Monday, 9 October 2017  | Megan Powell du Toit




A new spiritual practice has arisen in the social media age: the social media fast. It is especially prominent around Lent. The person will announce a social media fast on social media, and often change their profile picture to make this clear during the time of the fast. If they are a blogger, they might also blog about the practice. While not confined to Christians, this practice is particularly used by Christians to signal a spiritual intent behind a break from social media. Examples of calls for social media fasts are those by
Kevin DeYoung and Sheridan Voysey. Others have expressed the need to detach from social media through spiritual disciplines in a broader way. Philip Yancey’s blog on this was shared widely (ironically) on social media.

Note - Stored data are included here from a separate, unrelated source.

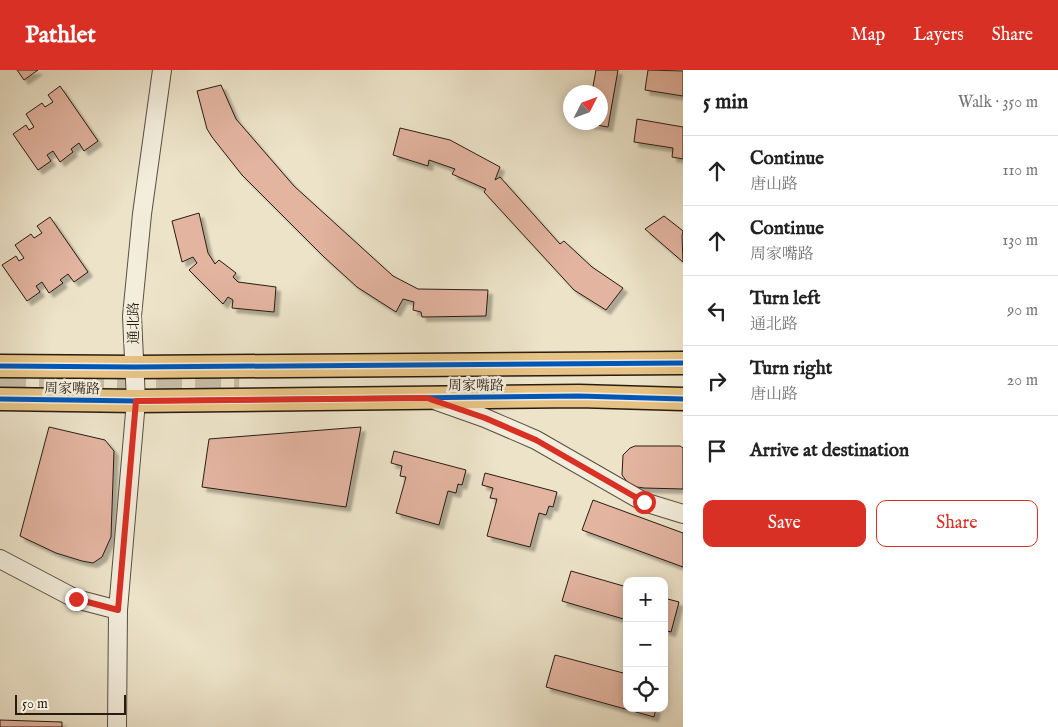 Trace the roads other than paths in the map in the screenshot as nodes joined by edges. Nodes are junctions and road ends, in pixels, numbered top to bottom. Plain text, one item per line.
1 (162, 70) edge
2 (683, 363) edge
3 (0, 366) edge
4 (135, 367) junction
5 (427, 398) junction
6 (0, 399) edge
7 (683, 399) edge
8 (136, 401) junction
9 (683, 514) edge
10 (0, 559) edge
11 (118, 610) junction
12 (117, 727) edge

1 - 4 street, 通北路
2 - 4 main road, 周家嘴路
3 - 4 main road, 周家嘴路
4 - 8 street, 通北路
5 - 7 main road, 周家嘴路
5 - 8 main road, 周家嘴路
5 - 9 street
6 - 8 main road, 周家嘴路
8 - 11 street, 通北路
10 - 11 street
11 - 12 street, 通北路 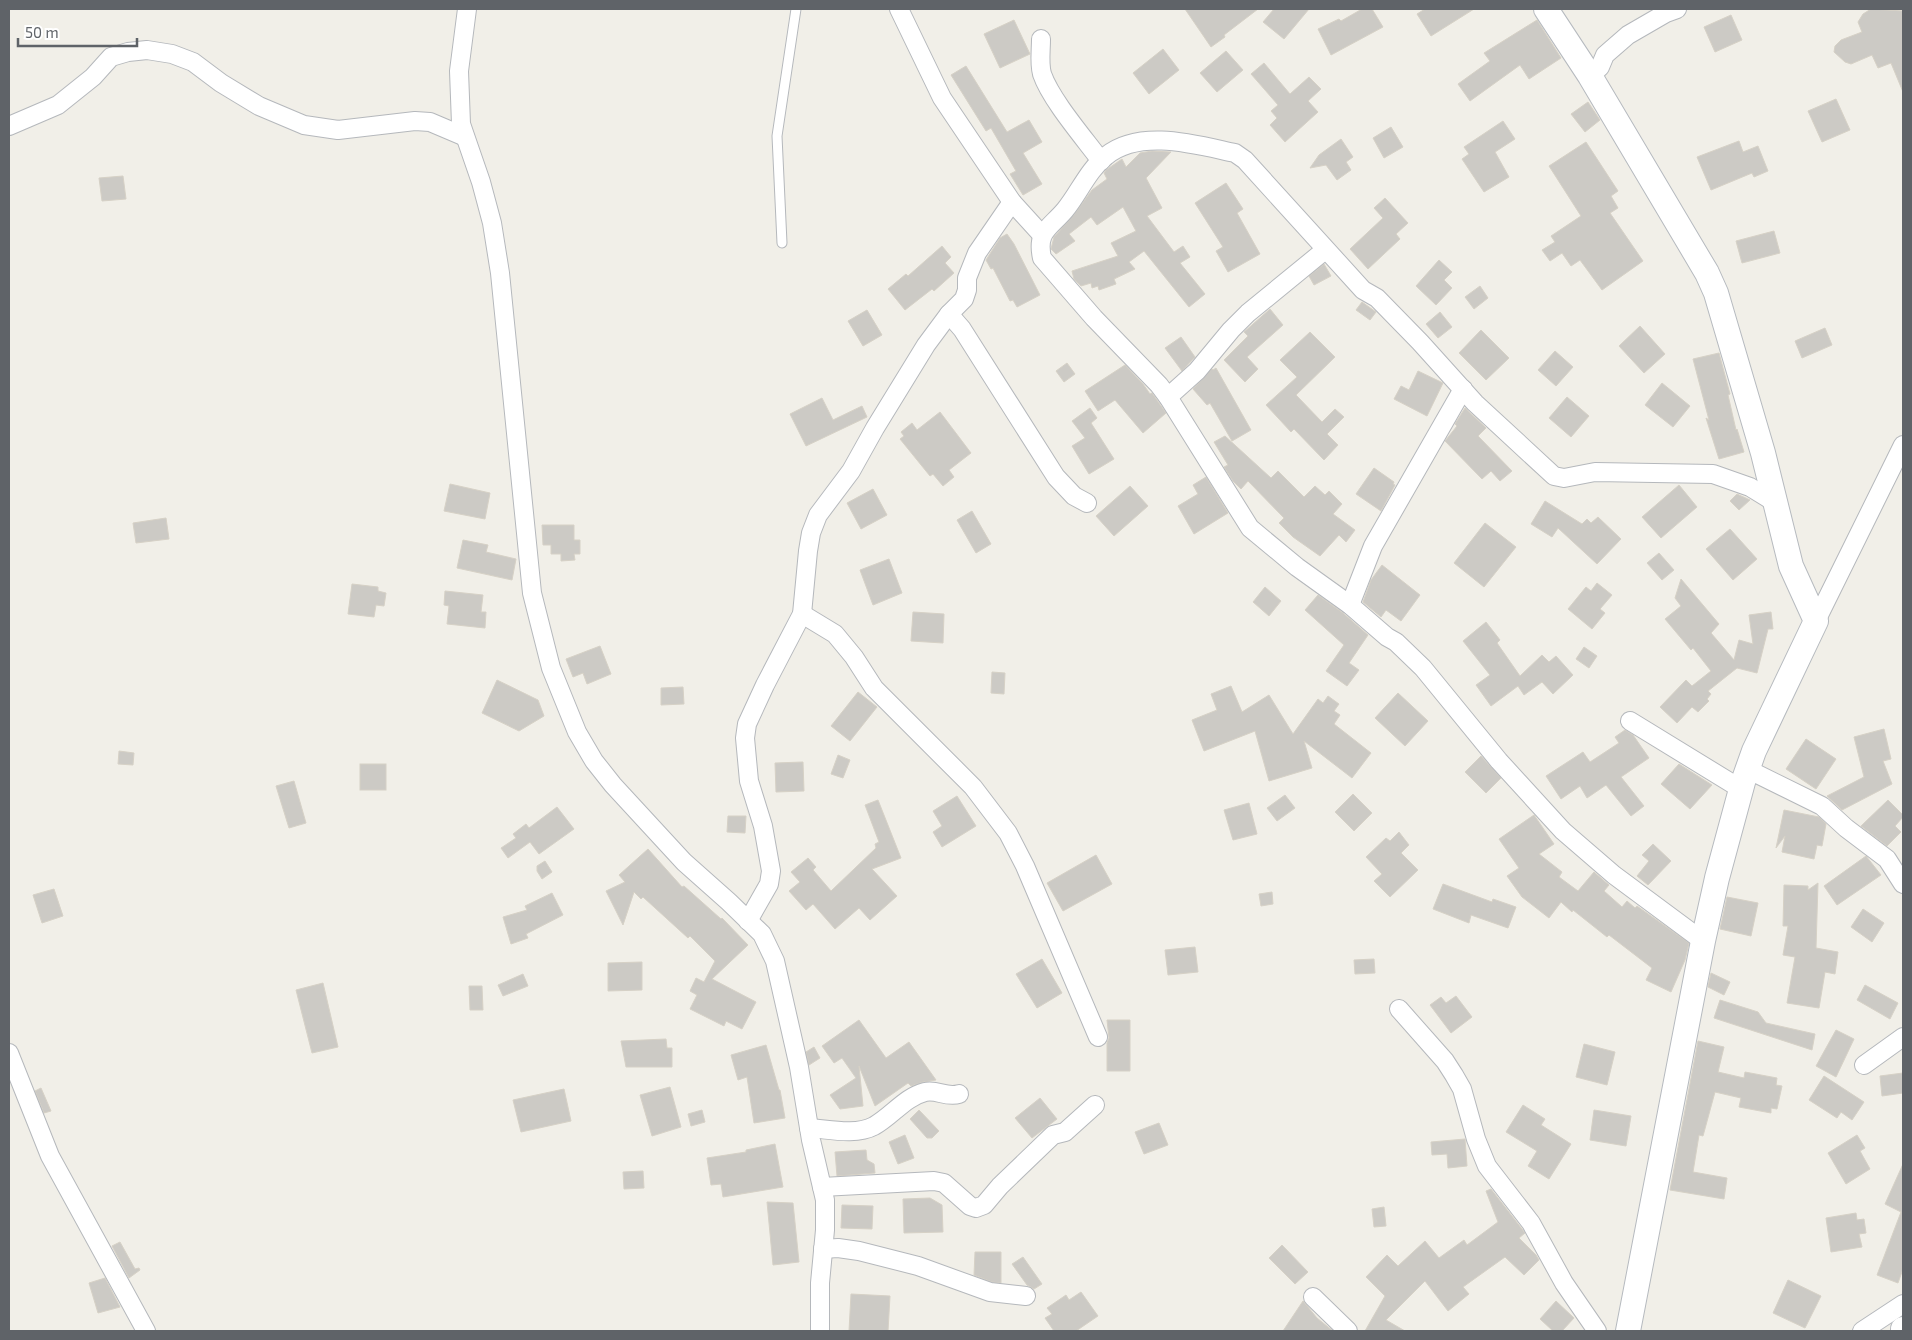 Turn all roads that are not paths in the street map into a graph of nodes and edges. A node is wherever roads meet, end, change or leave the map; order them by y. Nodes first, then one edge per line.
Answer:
1 (467, 9) edge
2 (796, 9) edge
3 (899, 9) edge
4 (1546, 9) edge
5 (1677, 9) edge
6 (1041, 39) dead end
7 (1590, 76) junction
8 (9, 126) edge
9 (463, 136) junction
10 (1101, 161) junction
11 (1012, 202) junction
12 (1042, 235) junction
13 (782, 243) dead end
14 (1325, 250) junction
15 (949, 314) junction
16 (1463, 389) junction
17 (1168, 397) junction
18 (1903, 446) edge
19 (1087, 503) dead end
20 (1776, 503) junction
21 (1350, 605) junction
22 (802, 614) junction
23 (1816, 621) junction
24 (1630, 721) dead end
25 (1744, 779) junction
26 (1903, 884) edge
27 (748, 921) junction
28 (1703, 941) junction
29 (1399, 1010) dead end
30 (1098, 1036) dead end
31 (1903, 1037) edge
32 (9, 1053) edge
33 (1864, 1065) dead end
34 (959, 1094) dead end
35 (1095, 1105) dead end
36 (808, 1128) junction
37 (822, 1187) junction
38 (823, 1249) junction
39 (1026, 1296) dead end
40 (1313, 1297) dead end
41 (1903, 1304) edge
42 (146, 1331) edge
43 (820, 1331) edge
44 (1348, 1331) edge
45 (1598, 1331) edge
46 (1628, 1331) edge
47 (1862, 1331) edge

1 - 9 street
2 - 13 lane
3 - 11 street
4 - 7 street
5 - 7 street
6 - 10 street
7 - 20 street
8 - 9 street
9 - 27 street
10 - 12 street
10 - 14 street
11 - 12 street
11 - 15 street
12 - 17 street
14 - 16 street
14 - 17 street
15 - 19 street
15 - 22 street
16 - 20 street
16 - 21 street
17 - 21 street
18 - 23 street
20 - 23 street
21 - 28 street
22 - 27 street
22 - 30 street
23 - 25 street
24 - 25 street
25 - 26 street
25 - 28 street
27 - 36 street
28 - 46 street
29 - 45 street
31 - 33 street
32 - 42 street
34 - 36 street
35 - 37 street
36 - 37 street
37 - 38 street
38 - 39 street
38 - 43 street
40 - 44 street
41 - 47 street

I respect their thoughtful approaches to living in a social media age. It certainly appears to be one possible spiritual discipline to consider for certain people. However, I haven’t seen many interrogations of it as a practice. It also sits within a larger theme of distrust of social media that I think is often overplayed. Yet there are proven benefits of social media. Joanne Orlando, an academic researching in this field, lists among them: education, health support and awareness, stronger offline relationships, social support and social justice activism.

This retreat from social media sits within a particular stream of Christian spirituality: asceticism. It is a spirituality of detachment from this world, involving practices such as fasting of all kinds, abstinence, simplicity and retreat. While Jesus practised these things when he went aside to pray, it is probably more a spirituality we associate with John the Baptist. Jesus explained this difference between Himself and John when He noted that John fasted and abstained, and was viewed as having a demon, while, because He did neither, Jesus was seen as a glutton and drunkard (Luke 7:33-34).

Voysey uses words connected with the ascetic tradition: fast, simplicity, reduction of desire and contentment. Yancey uses words such as fortress, retreat, meditation and shelter. DeYoung mentions fasting, reflection and time for prayer. As we can see, they are all words of renunciation and retreat. This is an important part of the Christian tradition of spirituality.

But let’s not, therefore, assume that other approaches to social media are not spiritual. The counterpart to a spirituality of asceticism is one of engagement. It is the spirituality of the activist and the community builder. Graham Hill speaks about this type of spirituality when he says:

we need spiritual friendship and worship in community. We nurture Christian spirituality and theology through our engagement in social justice. We enlarge them through our involvement in mission. We earth Christian spirituality and theology through our care for creation.

Perhaps asceticism is more valued because it is seen as the path of less temptation. I would say two things about that. Firstly, the temptations of asceticism are subtler but still real. There is the temptation of spiritual pride in undertaking these practices. There is also the temptation to avoid the difficulties of relationship and the painful growth that occurs through them. Secondly, growth often happens from being within a place of temptation and grappling with the impulses to sin. Whether retreating or engaging, I always need to be actively examining my intentions.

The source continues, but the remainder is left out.